REMEMBER THAT commercial from the ’80s with the guy and the egg and the hot frying pan?
“This is your brain,” he ominously said, holding up the egg. He then cracked the egg into the frying pan, where it sizzled and screamed, adding, “This is your brain on drugs.” Dramatic pause. “Any questions?”
While there’s no doubt there’s still a war on drugs and substance addiction and abuse are rampant in the United States, many Americans aren’t seeking escape from their problems at the wrong end of a crack pipe. Instead of snorting, smoking, or shooting something up, more and more people are going online and logging onto social networking sites for their daily fix of mind-numbing pleasure. You never quite realize just how second nature constantly checking these sites has become until you make the conscious effort to stop using them.
In a bid to ramp up productivity whilst trying to finish a particular project, I decided that I wouldn’t do anything online that didn’t specifically have to do with my writing or research. I don’t consider myself to be a social media addict (red flag #1), so I didn’t think it was a big deal.
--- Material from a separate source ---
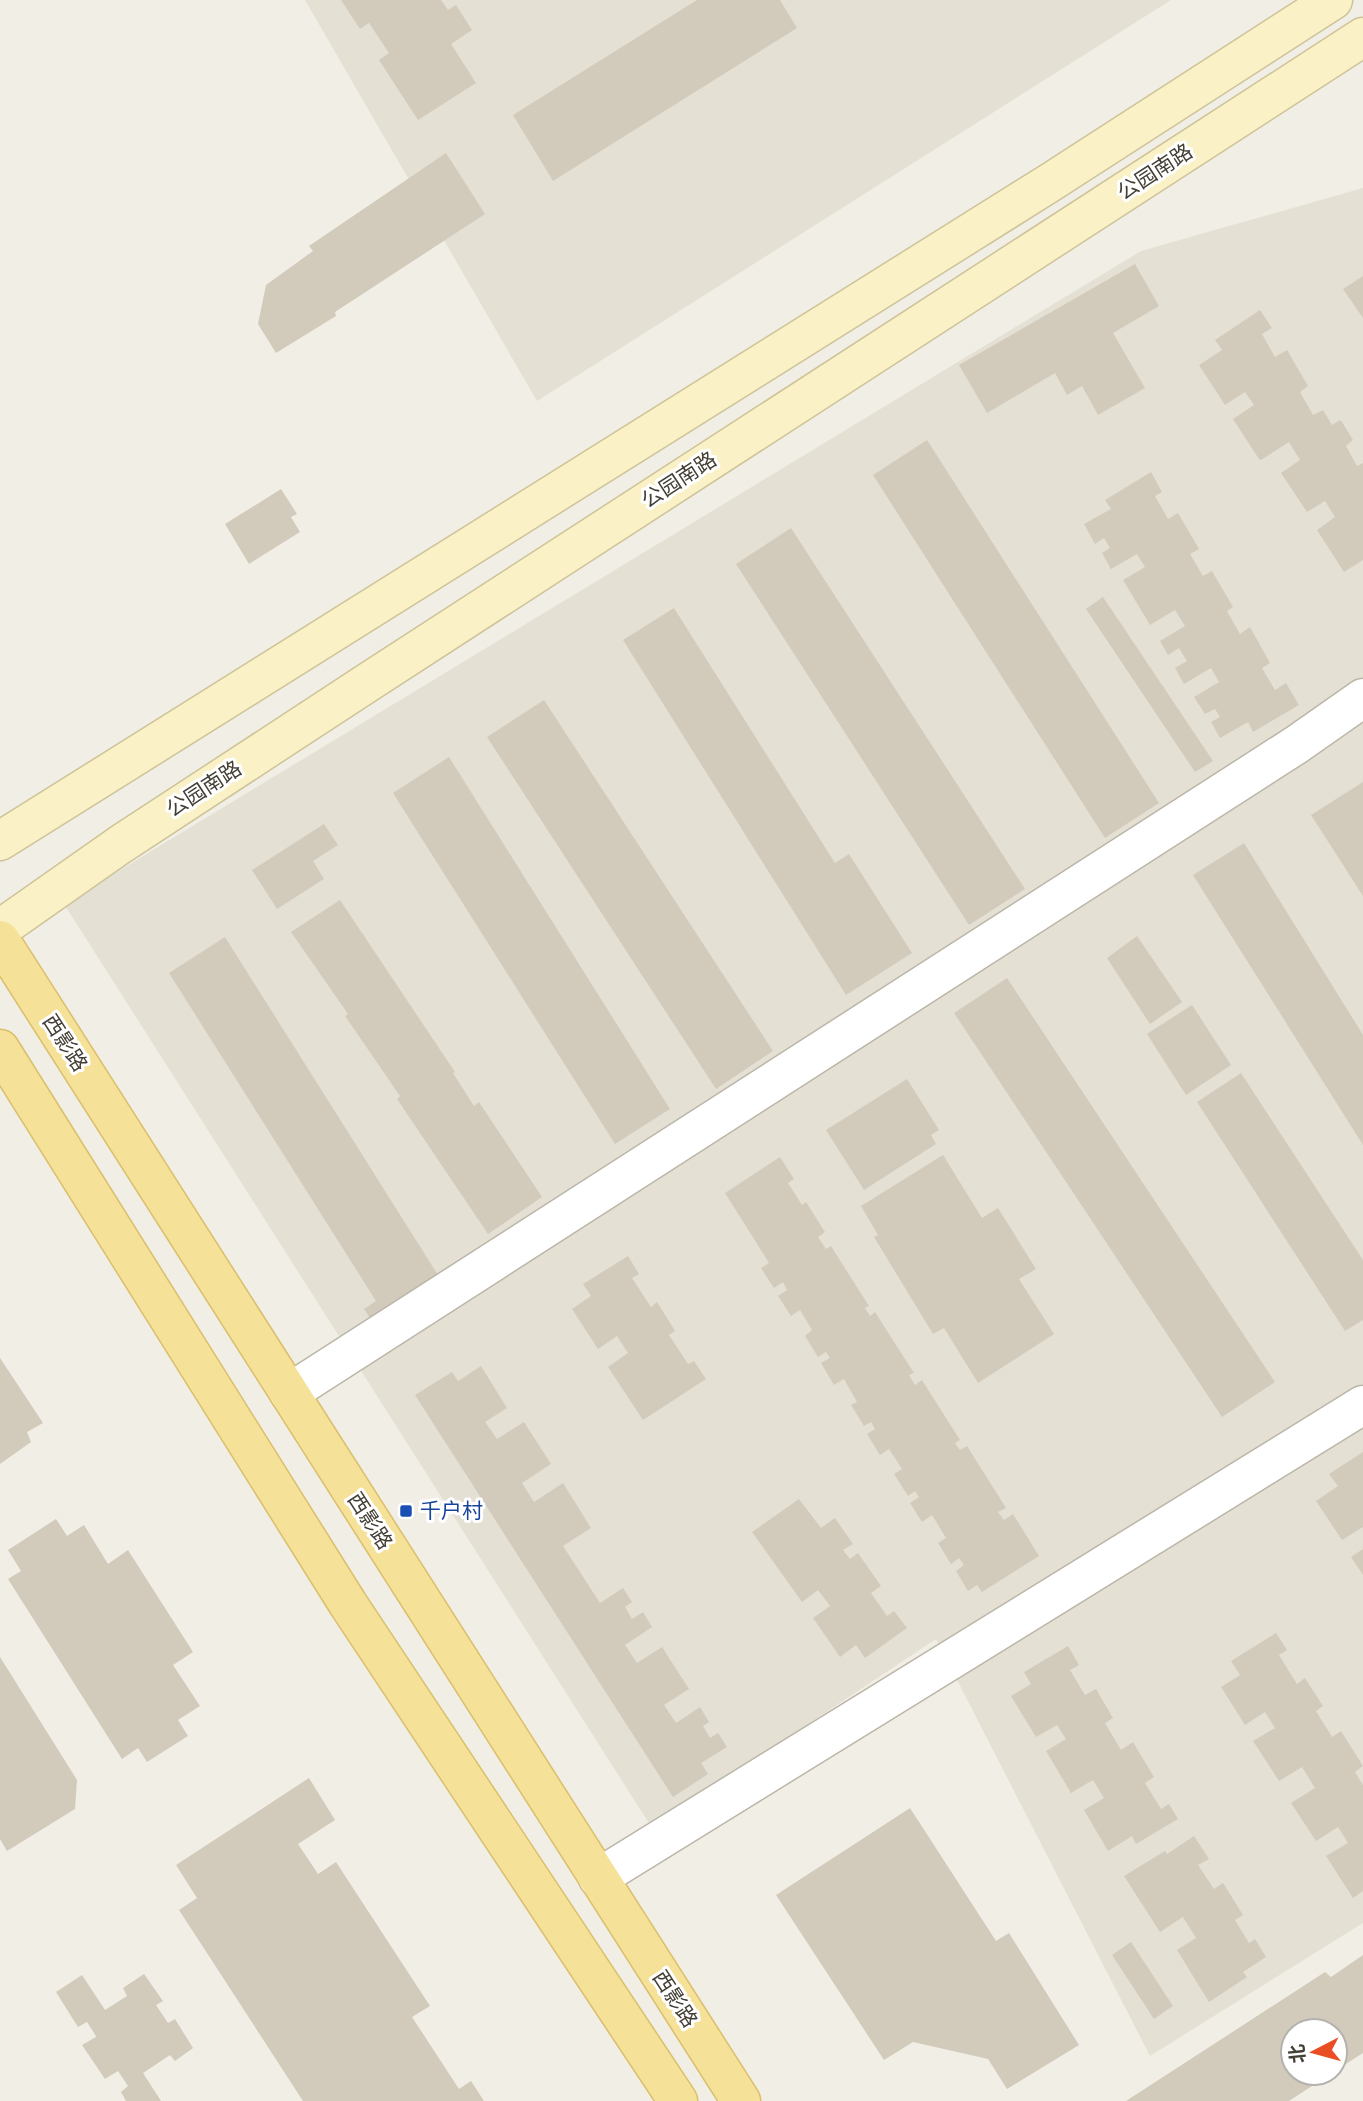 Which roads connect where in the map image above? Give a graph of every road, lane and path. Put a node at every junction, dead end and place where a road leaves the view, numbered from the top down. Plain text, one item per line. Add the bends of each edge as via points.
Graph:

I just realized how much time I wasted looking at other people complaining or showing the world what they had for lunch on Instagram.
I started weaning myself off social media on a Monday, an auspicious day for all good diets and cleanses to begin, and what I found surprising was that I constantly had to remind myself that I was in fact avoiding these sites and apps. I would open a web browser with the intention to search something, and I’d look down at my screen to find myself typing www.facebook into my toolbar. It took a few seconds for it to click in my head that I wasn’t supposed to be doing this — because I hadn’t even realized I was doing it. Looking back on it, it felt like something I would imagine Invasion of the Body Snatchers was like. I was zoned out. It was a blur. Yet my fingers were typing.
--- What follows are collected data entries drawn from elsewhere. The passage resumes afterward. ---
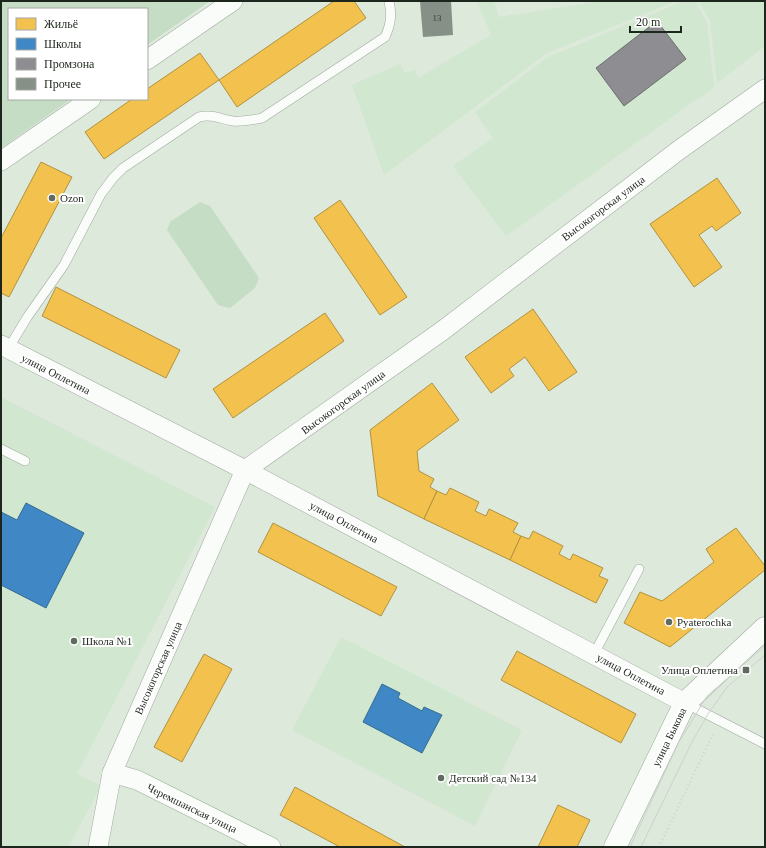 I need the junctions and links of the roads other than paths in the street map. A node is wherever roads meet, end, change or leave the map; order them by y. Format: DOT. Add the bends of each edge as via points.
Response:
graph roads {
  1 [pos="233,1"];
  2 [pos="389,1"];
  3 [pos="148,59"];
  4 [pos="765,89"];
  5 [pos="90,100"];
  6 [pos="1,161"];
  7 [pos="5,347"];
  8 [pos="1,449"];
  9 [pos="25,461"];
  10 [pos="245,470"];
  11 [pos="639,569"];
  12 [pos="765,628"];
  13 [pos="594,654"];
  14 [pos="685,702"];
  15 [pos="765,744"];
  16 [pos="112,773"];
  17 [pos="98,847"];
  18 [pos="271,847"];
  19 [pos="615,847"];
  1 -- 3 [label="street"];
  2 -- 7 [label="lane" via="392,17 385,37 262,118 233,121 209,115 199,117 123,168 101,194 64,265"];
  4 -- 10 [label="street, Высокогорская улица" via="679,150 442,331"];
  5 -- 6 [label="street"];
  7 -- 10 [label="street, улица Оплетина"];
  8 -- 9 [label="lane"];
  10 -- 13 [label="street, улица Оплетина"];
  10 -- 16 [label="street, Высокогорская улица"];
  11 -- 13 [label="lane"];
  12 -- 14 [label="street, улица Быкова"];
  13 -- 14 [label="street, улица Оплетина"];
  14 -- 15 [label="lane"];
  14 -- 19 [label="street, улица Быкова"];
  16 -- 17 [label="street, Высокогорская улица"];
  16 -- 18 [label="street, Черемшанская улица" via="137,780"];
}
I quickly exited the web page and thought to myself,what a close call that had been. But throughout the day and the week it happened again and again. I would accidentally almost log on to Facebook or would touch the Instagram app to open it. So, yeah I think that means I have a problem. And I’m not the only one. According to a Pew Research Center study on Internet statistics, 60% of Facebook and Instagram users log in every day. It’s estimated that, as of 2013, Americans spend an average about 6.5 hours on social media sites every month. That’s a full night of sleep (to some), a few good movies, or hell, 6.5 hours of doing something productive for either yourself of society. And that’s average, mind you. That number surely skyrockets if you solely look at teens or college-aged users.
So I decided to do what one does when they come to the realization that they have an addiction. The only thing one can do, really — quit… cold-turkey style. I extended my social media cleanse — for the foreseeable future.
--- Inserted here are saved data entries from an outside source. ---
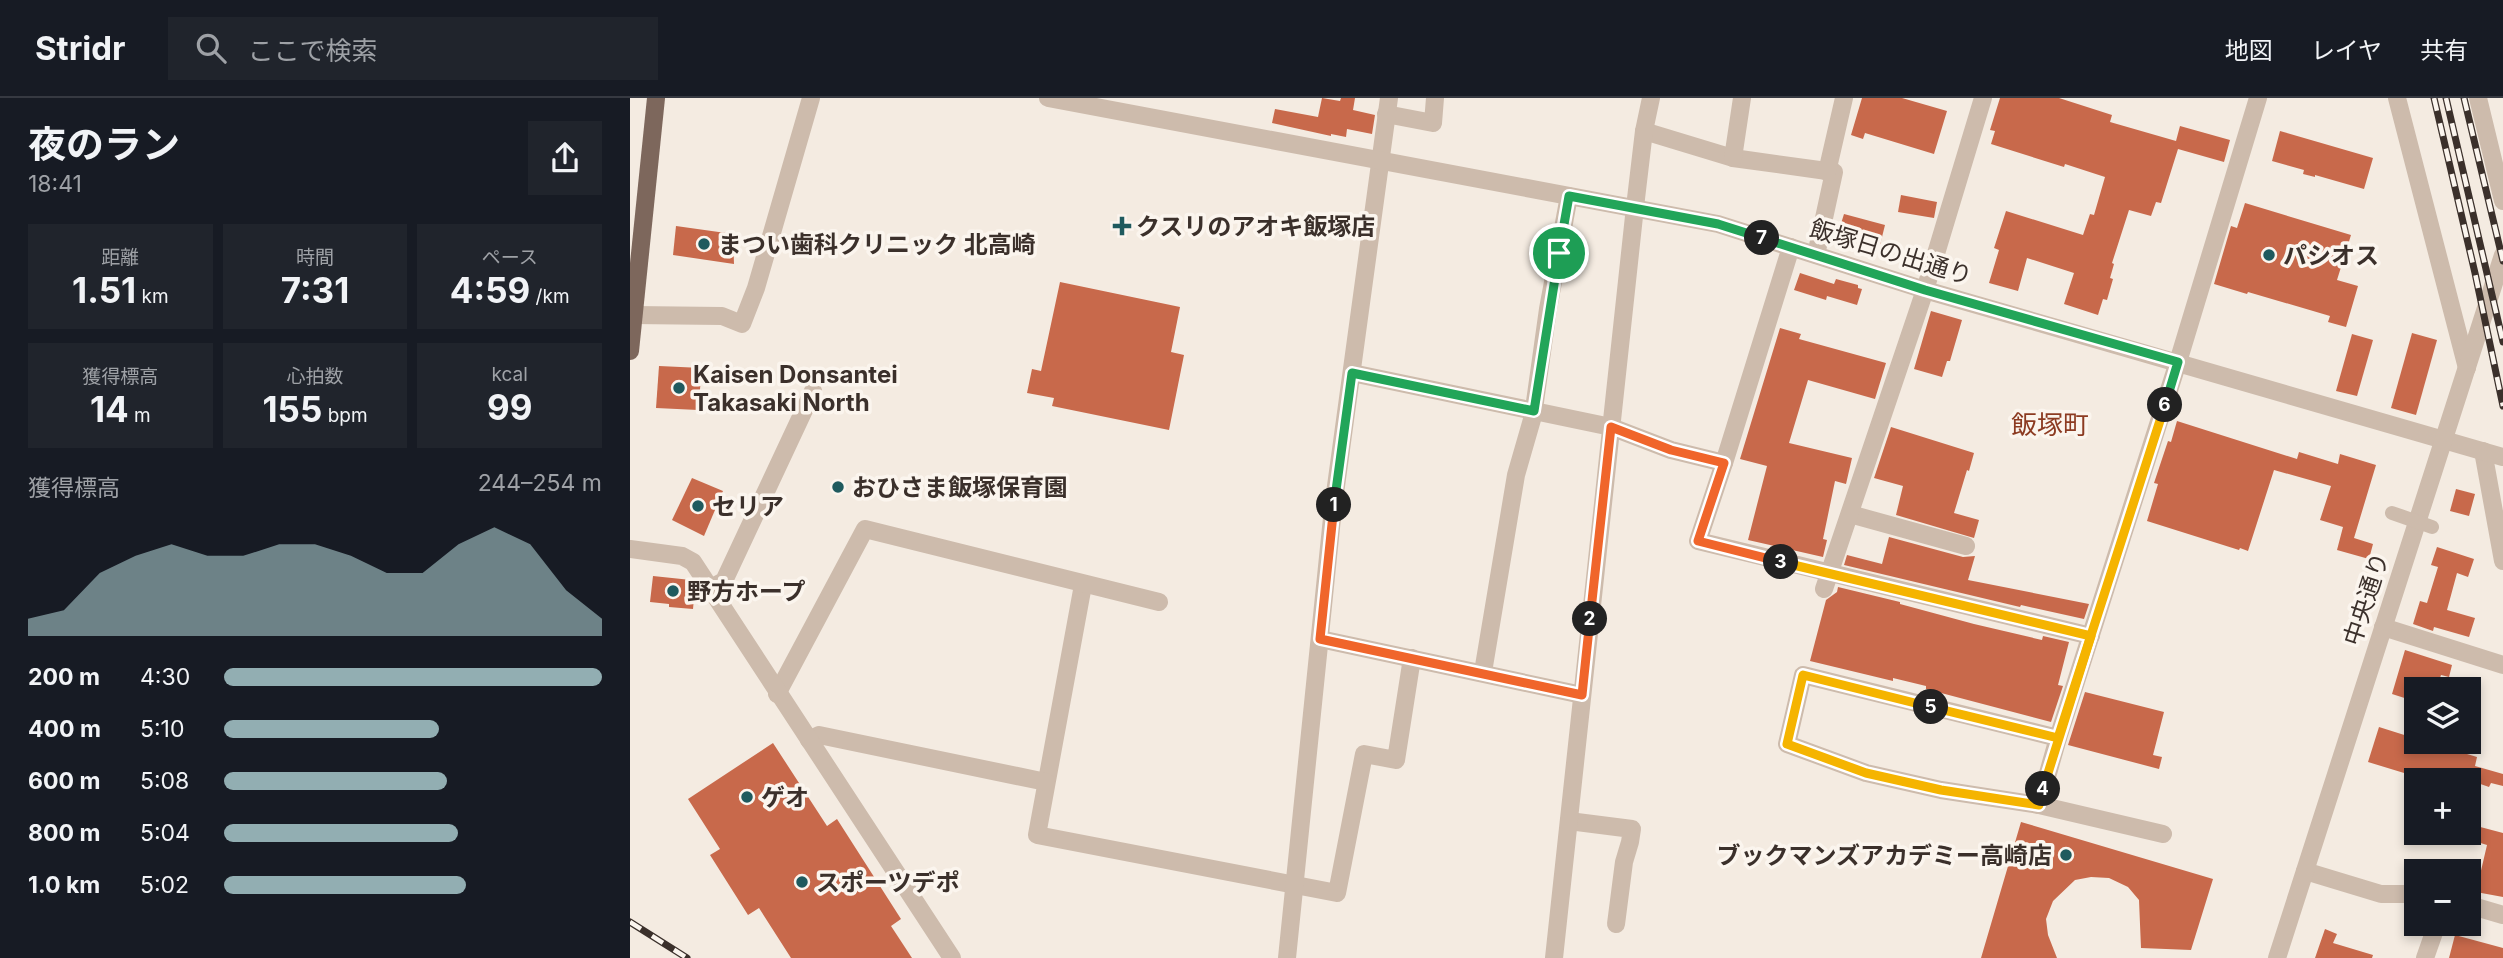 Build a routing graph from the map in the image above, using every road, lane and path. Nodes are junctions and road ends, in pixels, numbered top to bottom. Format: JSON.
{"nodes":[{"id":1,"x":656,"y":98,"type":"edge"},
{"id":2,"x":811,"y":98,"type":"edge"},
{"id":3,"x":1048,"y":98,"type":"edge"},
{"id":4,"x":1435,"y":98,"type":"edge"},
{"id":5,"x":1651,"y":98,"type":"edge"},
{"id":6,"x":1742,"y":98,"type":"edge"},
{"id":7,"x":1844,"y":98,"type":"edge"},
{"id":8,"x":1983,"y":98,"type":"edge"},
{"id":9,"x":2258,"y":98,"type":"edge"},
{"id":10,"x":2397,"y":98,"type":"edge"},
{"id":11,"x":2478,"y":98,"type":"edge"},
{"id":12,"x":1109,"y":104,"type":"edge"},
{"id":13,"x":1388,"y":106,"type":"edge"},
{"id":14,"x":1644,"y":131,"type":"junction"},
{"id":15,"x":1733,"y":158,"type":"junction"},
{"id":16,"x":1379,"y":159,"type":"junction"},
{"id":17,"x":1827,"y":172,"type":"junction"},
{"id":18,"x":1569,"y":196,"type":"junction"},
{"id":19,"x":2503,"y":201,"type":"edge"},
{"id":20,"x":1635,"y":207,"type":"junction"},
{"id":21,"x":1791,"y":247,"type":"junction"},
{"id":22,"x":1816,"y":255,"type":"junction"},
{"id":23,"x":2503,"y":255,"type":"edge"},
{"id":24,"x":1925,"y":290,"type":"junction"},
{"id":25,"x":633,"y":305,"type":"edge"},
{"id":26,"x":630,"y":351,"type":"edge"},
{"id":27,"x":2178,"y":362,"type":"junction"},
{"id":28,"x":2467,"y":368,"type":"junction"},
{"id":29,"x":1352,"y":373,"type":"junction"},
{"id":30,"x":813,"y":391,"type":"dead end"},
{"id":31,"x":1534,"y":411,"type":"junction"},
{"id":32,"x":1611,"y":427,"type":"junction"},
{"id":33,"x":2444,"y":439,"type":"junction"},
{"id":34,"x":2483,"y":451,"type":"junction"},
{"id":35,"x":2503,"y":457,"type":"edge"},
{"id":36,"x":1724,"y":463,"type":"junction"},
{"id":37,"x":1850,"y":513,"type":"junction"},
{"id":38,"x":2392,"y":513,"type":"dead end"},
{"id":39,"x":2432,"y":527,"type":"dead end"},
{"id":40,"x":1966,"y":546,"type":"dead end"},
{"id":41,"x":630,"y":549,"type":"edge"},
{"id":42,"x":2503,"y":561,"type":"edge"},
{"id":43,"x":1827,"y":582,"type":"junction"},
{"id":44,"x":1083,"y":585,"type":"junction"},
{"id":45,"x":711,"y":588,"type":"junction"},
{"id":46,"x":1159,"y":602,"type":"dead end"},
{"id":47,"x":2383,"y":627,"type":"junction"},
{"id":48,"x":2091,"y":636,"type":"junction"},
{"id":49,"x":1320,"y":639,"type":"junction"},
{"id":50,"x":1412,"y":658,"type":"junction"},
{"id":51,"x":2503,"y":665,"type":"edge"},
{"id":52,"x":1483,"y":672,"type":"junction"},
{"id":53,"x":778,"y":694,"type":"junction"},
{"id":54,"x":1582,"y":695,"type":"junction"},
{"id":55,"x":2058,"y":738,"type":"junction"},
{"id":56,"x":809,"y":740,"type":"junction"},
{"id":57,"x":1046,"y":782,"type":"junction"},
{"id":58,"x":2039,"y":805,"type":"junction"},
{"id":59,"x":1569,"y":821,"type":"junction"},
{"id":60,"x":2163,"y":834,"type":"dead end"},
{"id":61,"x":2305,"y":871,"type":"junction"},
{"id":62,"x":1294,"y":885,"type":"junction"},
{"id":63,"x":2404,"y":894,"type":"edge"},
{"id":64,"x":2481,"y":909,"type":"edge"},
{"id":65,"x":2503,"y":915,"type":"edge"},
{"id":66,"x":1616,"y":924,"type":"dead end"},
{"id":67,"x":2433,"y":936,"type":"edge"},
{"id":68,"x":952,"y":958,"type":"edge"},
{"id":69,"x":1287,"y":958,"type":"edge"},
{"id":70,"x":1554,"y":958,"type":"edge"},
{"id":71,"x":2277,"y":958,"type":"edge"},
{"id":72,"x":2425,"y":958,"type":"edge"}],
"edges":[{"from":1,"to":25,"type":"main road"},
{"from":2,"to":25,"type":"street"},
{"from":3,"to":12,"type":"street","name":"飯塚日の出通り"},
{"from":4,"to":13,"type":"street"},
{"from":5,"to":14,"type":"street"},
{"from":6,"to":15,"type":"street"},
{"from":7,"to":17,"type":"street"},
{"from":8,"to":24,"type":"street"},
{"from":9,"to":27,"type":"street"},
{"from":10,"to":28,"type":"street"},
{"from":11,"to":19,"type":"street"},
{"from":12,"to":16,"type":"street","name":"飯塚日の出通り"},
{"from":13,"to":16,"type":"street"},
{"from":14,"to":15,"type":"street"},
{"from":14,"to":20,"type":"street"},
{"from":15,"to":17,"type":"street"},
{"from":16,"to":18,"type":"street","name":"飯塚日の出通り"},
{"from":16,"to":29,"type":"street"},
{"from":17,"to":22,"type":"street"},
{"from":18,"to":20,"type":"street","name":"飯塚日の出通り"},
{"from":18,"to":31,"type":"street"},
{"from":20,"to":21,"type":"street","name":"飯塚日の出通り"},
{"from":20,"to":32,"type":"street"},
{"from":21,"to":22,"type":"street","name":"飯塚日の出通り"},
{"from":21,"to":36,"type":"street"},
{"from":22,"to":24,"type":"street","name":"飯塚日の出通り"},
{"from":23,"to":28,"type":"street","name":"中央通り"},
{"from":24,"to":27,"type":"street","name":"飯塚日の出通り"},
{"from":24,"to":37,"type":"street"},
{"from":25,"to":26,"type":"main road"},
{"from":27,"to":33,"type":"street","name":"飯塚日の出通り"},
{"from":27,"to":48,"type":"street"},
{"from":28,"to":33,"type":"street","name":"中央通り"},
{"from":29,"to":31,"type":"street"},
{"from":29,"to":49,"type":"street"},
{"from":30,"to":45,"type":"street"},
{"from":31,"to":32,"type":"street"},
{"from":31,"to":52,"type":"street"},
{"from":32,"to":36,"type":"street"},
{"from":32,"to":54,"type":"street"},
{"from":33,"to":34,"type":"street","name":"飯塚日の出通り"},
{"from":33,"to":47,"type":"street","name":"中央通り"},
{"from":34,"to":35,"type":"street","name":"飯塚日の出通り"},
{"from":34,"to":42,"type":"street"},
{"from":36,"to":43,"type":"street"},
{"from":37,"to":40,"type":"street"},
{"from":37,"to":43,"type":"street"},
{"from":38,"to":39,"type":"street","bridge":true},
{"from":41,"to":45,"type":"street"},
{"from":43,"to":48,"type":"street"},
{"from":44,"to":46,"type":"street"},
{"from":44,"to":53,"type":"street"},
{"from":44,"to":57,"type":"street"},
{"from":45,"to":53,"type":"street"},
{"from":47,"to":51,"type":"street"},
{"from":47,"to":61,"type":"street","name":"中央通り"},
{"from":48,"to":55,"type":"street"},
{"from":49,"to":50,"type":"street"},
{"from":49,"to":62,"type":"street"},
{"from":50,"to":52,"type":"street"},
{"from":50,"to":62,"type":"street"},
{"from":52,"to":54,"type":"street"},
{"from":53,"to":56,"type":"street"},
{"from":54,"to":59,"type":"street"},
{"from":55,"to":58,"type":"street"},
{"from":55,"to":58,"type":"street"},
{"from":56,"to":57,"type":"street"},
{"from":56,"to":68,"type":"street"},
{"from":57,"to":62,"type":"street"},
{"from":58,"to":60,"type":"street"},
{"from":59,"to":66,"type":"street"},
{"from":59,"to":70,"type":"street"},
{"from":61,"to":63,"type":"street"},
{"from":61,"to":71,"type":"street","name":"中央通り"},
{"from":62,"to":69,"type":"street"},
{"from":64,"to":65,"type":"street"},
{"from":67,"to":72,"type":"street"}]}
So do you need one too? How do you go about purging this aspect of life that has become so integrated into your day-to-day? Well, I’m here to tell you.
Delete all social media apps from your phone. Sometimes we trick ourselves into thinking that spending time online means spending time on a traditional computer or laptop. Wrong! Once you erase the apps from your smartphone and other devices, you will have less access to them and they won’t be in front of your face 24/7. They won’t constantly be on your mind and you won’t be wondering what everyone else is doing.
Make actual plans with people. I know. Seeing real friends and having to interact and have a conversation… it feels like a lost art and form of communication, doesn’t it? If you’re busy in your “real” life and having a good time, you won’t be nearly as concerned with what others are doing virtually. Your friends will be able to update you on their lives in person. Because, come on, you aren’t really friends with all of your “friends” on social media. Half of them you probably haven’t spoken to in the past five years and the other half you probably don’t even like. When you stay off social media, you won’t be bitter if the biatch from high school just got engaged because you won’t know. You will be out living your own life.
Get a hobby. Something outside — whether it be sports or gardening or bird watching or finding a new hiking trail. You can choose indoor activities, too like learning how to knit or mastering a foreign language. Choose something that requires focus and dedication so your mind doesn’t have time to wander.
Cautiously integrate it back into your life. When you finish your cleanse, and you feel like you can handle social media again, be sure to start slow. Just like with finishing a juice cleanse, you can’t dive back into solid foods with reckless abandon. You’ll end up with yak all over the place and a bellyache to last you a lifetime. The same should go with social media. Make rules for yourself that you will only check your profiles one or two times a week — and stick to it!
The moral of this story is simple. There’s A LOT of life out there to be lived. Sure, social media creates the illusion that you are sharing your life with others but, the truth is, when you’re too engaged it actually prevents you from living it. So, please: cleanse! And I won’t be offended if you don’t like, share, or retweet this article (as long as that’s the only reason you’re not). Start now!